Clinical Trial Details — Status: Completed

Administrative data

• NCT number: NCT01178164
• Other study ID #: CHUBX 2010/04
• Status: Completed
• Phase: N/A
• First received: August 4, 2010
• Last updated: April 3, 2013
• Start date: September 2010
• Est. completion date: September 2012

Study information

• Verified date: April 2013
• Source: University Hospital, Bordeaux
• Contact: n/a
• Is FDA regulated: No
• Health authority: France: Afssaps - Agence française de sécurité sanitaire des produits de santé (Saint-Denis)
• Study type: Interventional

Clinical Trial Summary

Fabry disease (FD) is a rare X-linked multisytemic lysosomal disorder caused by alpha-galactosidase deficiency. Globotriaosylcéramide (Gb3) deposits are observed in almost all tissues examined. Signs of the disease appear earlier and are more severe in affected males than in females. Myocardiopathy, renal failure and neurological signs including chronic pain and peripheral neuropathies are the most frequent signs. The availability of two enzymatic replacement therapies now provides a specific and effective treatment for patients. The prevalence of FD is estimated between 1/40,000 and 1/117,000. The frequency of Fabry disease has previously been estimated in several series of patients presenting one single sign, ie renal failure, hypertrophic myocardiopathy and early onset stroke. However, no data are available about the prevalence of FD in populations of patients suffering from chronic pains of unknown origin.

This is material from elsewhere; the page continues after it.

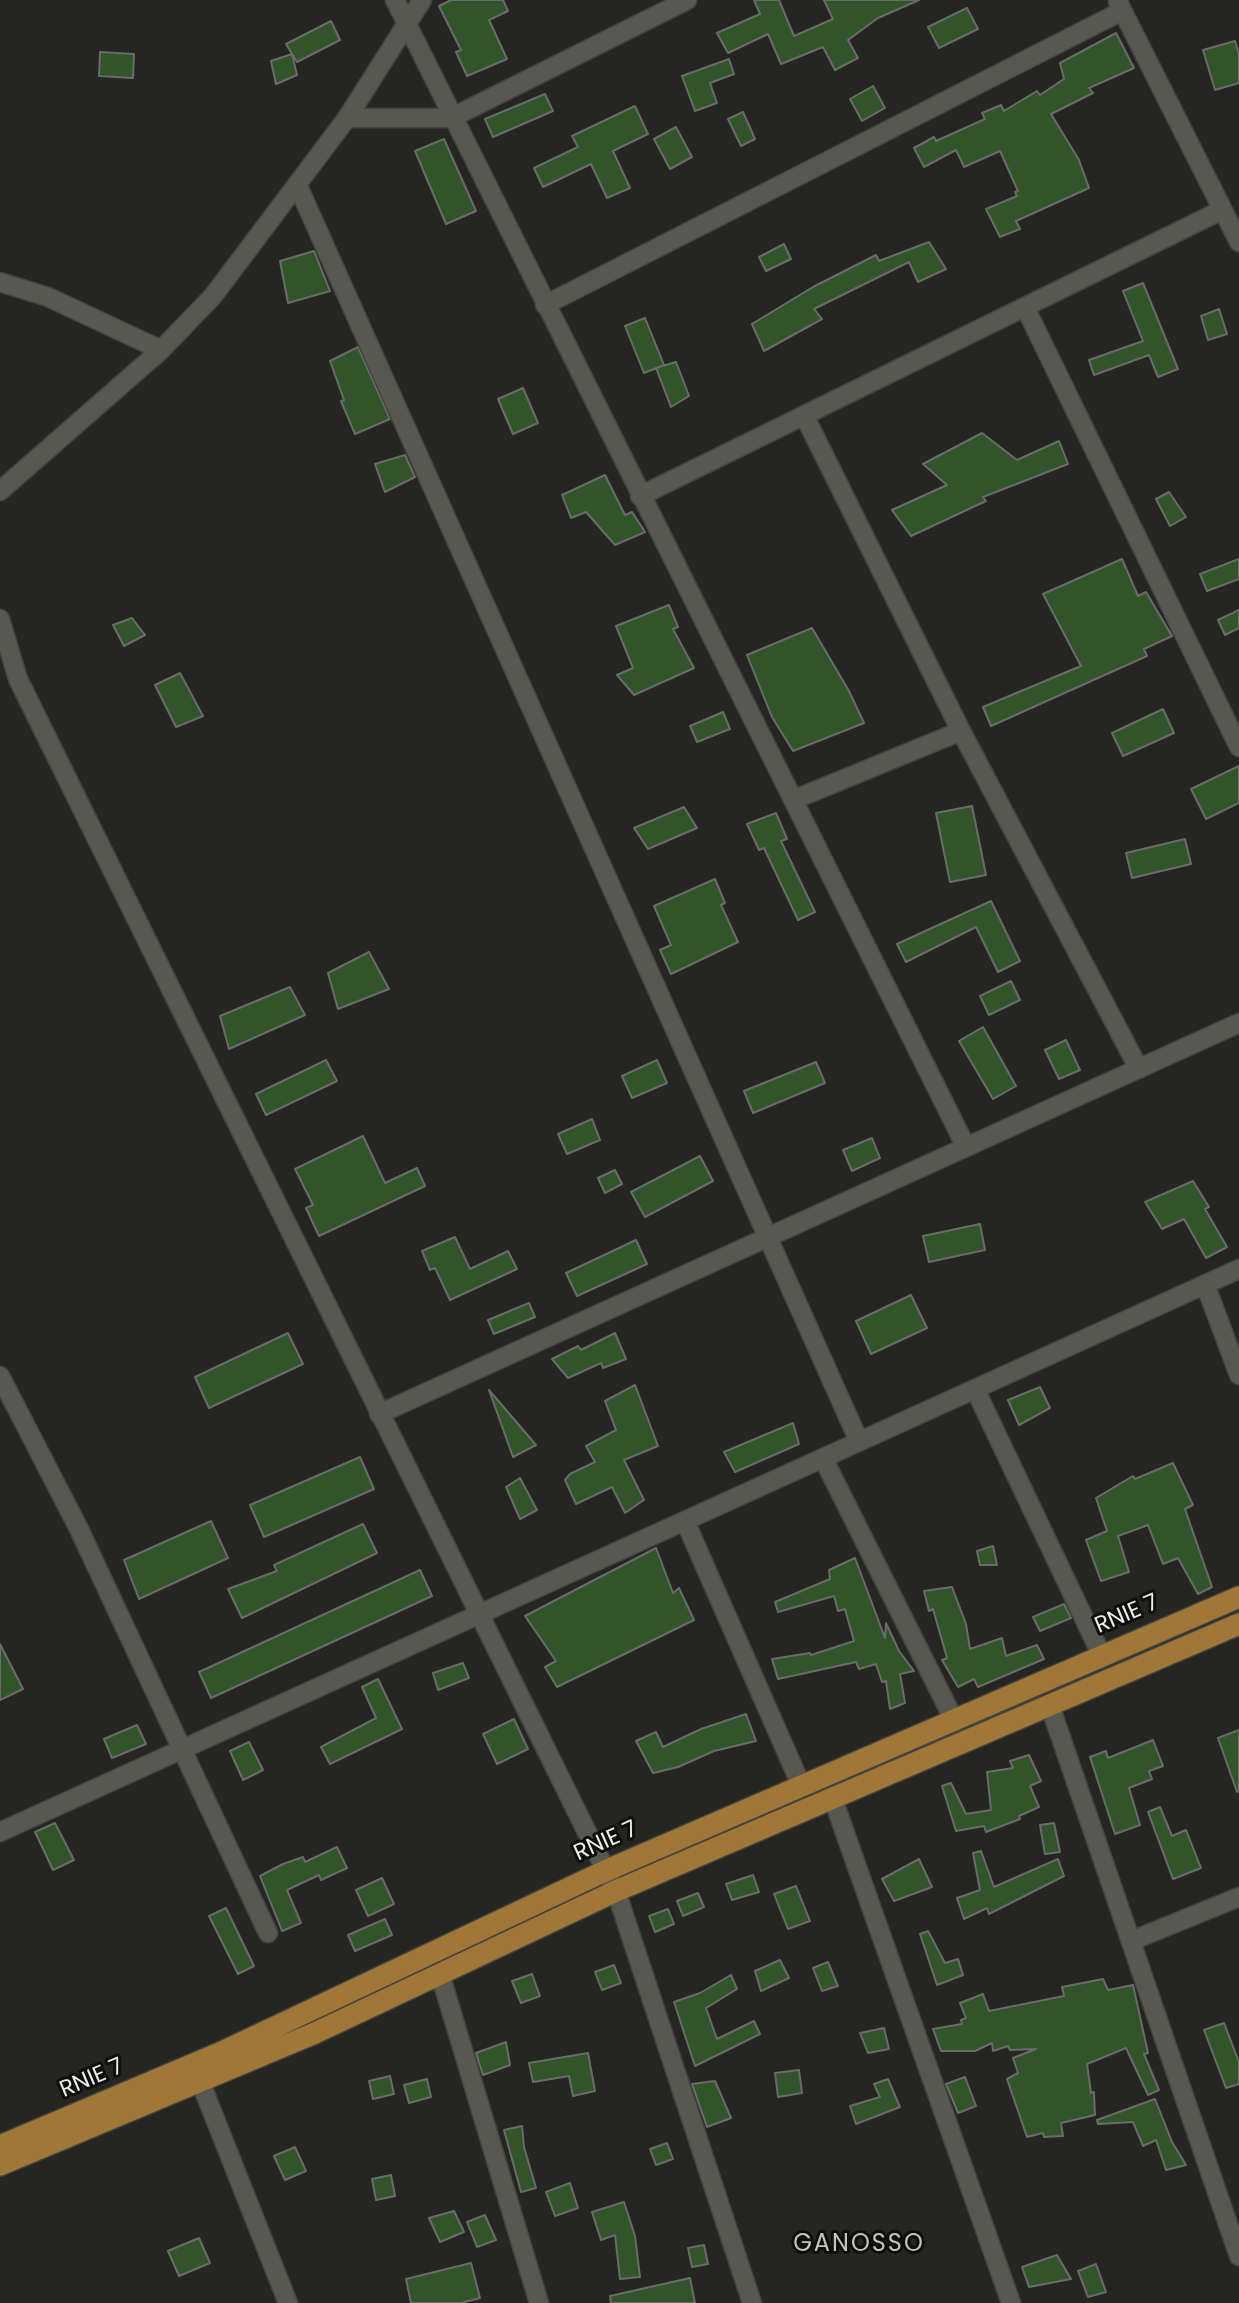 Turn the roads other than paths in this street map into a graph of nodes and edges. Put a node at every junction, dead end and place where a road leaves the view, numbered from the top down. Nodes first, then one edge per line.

The diagnosis of FD will be performed by standard procedures following international recommendations. These require the search for a deficiency of alphagalactosidase A activity on leucocytes in males and genetic analysis of the GLA gene in females (Lidove et al. 2007).

The patients in whom the diagnosis of FD is established during this study, will be call in for an additional visit in the Investigating Centre in order to confirm the diagnosis and propose suitable assessment and care.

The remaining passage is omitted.